One reason for aluminium resurgence is weight. A few years back sweet spot mid-range CF frames were much lighter than they are today. A £1500-1800 complete build, kitted out with Ultegra, entry level wheels and saddle would weigh in at 8kg. You bought that, upgraded to a £1000 wheelset and a good quality saddle, voila: £3000 bike under 7.5kg. Flagship frames were much lighter then the 6.8kg UCI limit which led pro teams having to add ballast. So if you wanted to buy a bike for use in a UCI-sanctioned event there was no great reason to get the flagship - at least as far as weight is concerned.
We could debate why what happened happened, but the reality is that today flagships are at or very near the UCI limit. Naturally, a mid-range bike can't weigh the same - that would look bad. So a £3000 build now comes in at 9kg.
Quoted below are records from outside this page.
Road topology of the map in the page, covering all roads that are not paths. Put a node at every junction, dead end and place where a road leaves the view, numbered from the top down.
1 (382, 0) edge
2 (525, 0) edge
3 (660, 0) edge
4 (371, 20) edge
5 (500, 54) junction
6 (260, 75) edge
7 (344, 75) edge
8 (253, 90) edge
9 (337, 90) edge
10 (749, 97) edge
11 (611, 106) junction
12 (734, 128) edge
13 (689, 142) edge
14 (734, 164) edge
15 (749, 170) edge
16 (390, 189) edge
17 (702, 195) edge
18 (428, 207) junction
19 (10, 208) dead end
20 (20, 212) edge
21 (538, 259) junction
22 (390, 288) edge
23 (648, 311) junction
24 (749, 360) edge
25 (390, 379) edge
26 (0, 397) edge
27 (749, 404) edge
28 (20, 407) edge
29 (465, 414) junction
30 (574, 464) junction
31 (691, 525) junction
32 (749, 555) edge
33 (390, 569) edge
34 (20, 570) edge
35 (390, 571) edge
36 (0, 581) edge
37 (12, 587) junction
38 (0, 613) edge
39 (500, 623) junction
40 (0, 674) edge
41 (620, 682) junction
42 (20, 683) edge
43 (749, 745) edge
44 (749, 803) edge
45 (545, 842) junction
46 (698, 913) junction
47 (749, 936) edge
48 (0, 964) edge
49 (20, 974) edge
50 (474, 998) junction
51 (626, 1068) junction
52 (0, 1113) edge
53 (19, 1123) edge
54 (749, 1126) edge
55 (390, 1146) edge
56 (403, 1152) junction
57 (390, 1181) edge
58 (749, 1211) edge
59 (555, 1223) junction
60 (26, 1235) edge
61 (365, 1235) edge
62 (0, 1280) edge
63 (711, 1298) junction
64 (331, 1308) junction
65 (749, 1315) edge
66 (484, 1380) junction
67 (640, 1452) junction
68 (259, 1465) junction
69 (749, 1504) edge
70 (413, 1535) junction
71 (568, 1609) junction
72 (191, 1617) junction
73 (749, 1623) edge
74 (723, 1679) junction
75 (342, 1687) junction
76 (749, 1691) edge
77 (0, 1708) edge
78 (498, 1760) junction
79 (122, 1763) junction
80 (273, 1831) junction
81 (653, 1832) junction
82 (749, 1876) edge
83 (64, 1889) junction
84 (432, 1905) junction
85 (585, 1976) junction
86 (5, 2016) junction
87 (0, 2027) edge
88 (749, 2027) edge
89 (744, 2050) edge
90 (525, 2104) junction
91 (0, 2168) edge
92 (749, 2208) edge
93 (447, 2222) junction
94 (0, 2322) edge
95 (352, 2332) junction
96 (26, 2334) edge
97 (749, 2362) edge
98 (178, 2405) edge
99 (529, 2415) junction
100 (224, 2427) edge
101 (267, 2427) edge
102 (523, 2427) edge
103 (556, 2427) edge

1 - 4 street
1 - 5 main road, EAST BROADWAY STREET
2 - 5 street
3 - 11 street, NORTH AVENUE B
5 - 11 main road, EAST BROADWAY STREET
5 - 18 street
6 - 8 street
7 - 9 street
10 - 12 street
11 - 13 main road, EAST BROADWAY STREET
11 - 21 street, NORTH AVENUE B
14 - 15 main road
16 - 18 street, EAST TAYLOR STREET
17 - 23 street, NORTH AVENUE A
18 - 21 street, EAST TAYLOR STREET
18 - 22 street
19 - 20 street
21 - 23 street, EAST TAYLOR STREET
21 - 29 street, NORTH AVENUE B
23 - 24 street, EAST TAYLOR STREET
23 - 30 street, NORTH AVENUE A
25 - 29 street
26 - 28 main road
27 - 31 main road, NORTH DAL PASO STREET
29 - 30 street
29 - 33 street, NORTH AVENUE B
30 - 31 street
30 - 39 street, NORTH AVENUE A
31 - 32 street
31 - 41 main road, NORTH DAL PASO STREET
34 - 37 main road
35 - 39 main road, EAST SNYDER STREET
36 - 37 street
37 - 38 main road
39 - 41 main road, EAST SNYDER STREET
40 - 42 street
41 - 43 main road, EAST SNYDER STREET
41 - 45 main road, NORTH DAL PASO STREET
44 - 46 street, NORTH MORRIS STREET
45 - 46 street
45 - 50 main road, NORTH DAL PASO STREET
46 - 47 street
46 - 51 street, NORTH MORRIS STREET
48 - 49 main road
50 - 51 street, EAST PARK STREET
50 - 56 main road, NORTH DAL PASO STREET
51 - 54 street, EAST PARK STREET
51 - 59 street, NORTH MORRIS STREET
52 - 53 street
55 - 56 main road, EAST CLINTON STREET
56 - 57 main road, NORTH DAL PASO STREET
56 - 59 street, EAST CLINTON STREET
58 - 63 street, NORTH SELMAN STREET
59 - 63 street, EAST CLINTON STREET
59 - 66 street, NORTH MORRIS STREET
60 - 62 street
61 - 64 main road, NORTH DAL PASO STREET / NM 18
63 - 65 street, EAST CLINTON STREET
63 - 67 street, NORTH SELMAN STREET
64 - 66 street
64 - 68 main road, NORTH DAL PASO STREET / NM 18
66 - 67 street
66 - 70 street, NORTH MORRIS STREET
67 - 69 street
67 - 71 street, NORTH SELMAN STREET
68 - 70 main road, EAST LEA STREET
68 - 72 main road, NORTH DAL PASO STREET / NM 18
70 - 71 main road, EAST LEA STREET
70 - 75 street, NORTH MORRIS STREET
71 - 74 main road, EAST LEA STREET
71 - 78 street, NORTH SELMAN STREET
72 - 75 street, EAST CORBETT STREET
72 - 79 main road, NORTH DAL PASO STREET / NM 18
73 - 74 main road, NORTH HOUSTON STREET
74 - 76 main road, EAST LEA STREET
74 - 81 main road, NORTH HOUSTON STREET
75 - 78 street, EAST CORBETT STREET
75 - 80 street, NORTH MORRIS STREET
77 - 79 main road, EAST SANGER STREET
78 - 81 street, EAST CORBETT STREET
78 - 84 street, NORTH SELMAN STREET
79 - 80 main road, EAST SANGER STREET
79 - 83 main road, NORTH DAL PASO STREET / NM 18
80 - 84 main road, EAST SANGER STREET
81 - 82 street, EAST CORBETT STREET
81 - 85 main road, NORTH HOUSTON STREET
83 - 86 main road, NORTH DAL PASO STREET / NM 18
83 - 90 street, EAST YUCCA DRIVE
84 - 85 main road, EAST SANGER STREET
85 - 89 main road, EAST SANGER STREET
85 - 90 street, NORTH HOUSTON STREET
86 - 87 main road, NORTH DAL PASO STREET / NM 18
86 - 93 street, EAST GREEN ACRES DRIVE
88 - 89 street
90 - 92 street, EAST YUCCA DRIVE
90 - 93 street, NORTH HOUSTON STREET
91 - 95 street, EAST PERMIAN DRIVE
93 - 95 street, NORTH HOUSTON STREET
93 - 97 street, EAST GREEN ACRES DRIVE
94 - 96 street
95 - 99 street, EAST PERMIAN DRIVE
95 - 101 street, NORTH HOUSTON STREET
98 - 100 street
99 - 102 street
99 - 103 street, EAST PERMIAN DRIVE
What gives a bicycle frame stiffness is the overall frame geometry, the material's Young's modulus and the cross section of the tubes (shape, diameter, wall thickness, etc). So if we assume that the overall geometry of two bikes is the same, the size and shape of the tubes as well, and they weigh the same but one of them is alloy and the other CF, then the CF one will be much stiffer. You can make the alloy one just as stiff as the CF but that would require thickening the walls and lead to a significant increase in weight. This is a great oversimplification but no point of getting in the details.
Alloy frames are, traditionally, regarded as less stiff/more compliant - this is because manufacturers tried very hard to make them not significantly heavier than carbon. Now, given what I said at the beginning about mid-range builds, this is less of an issue. I feel the industry is at a point where, if you're a mid-range consumer, the frame material stopped being meaningful.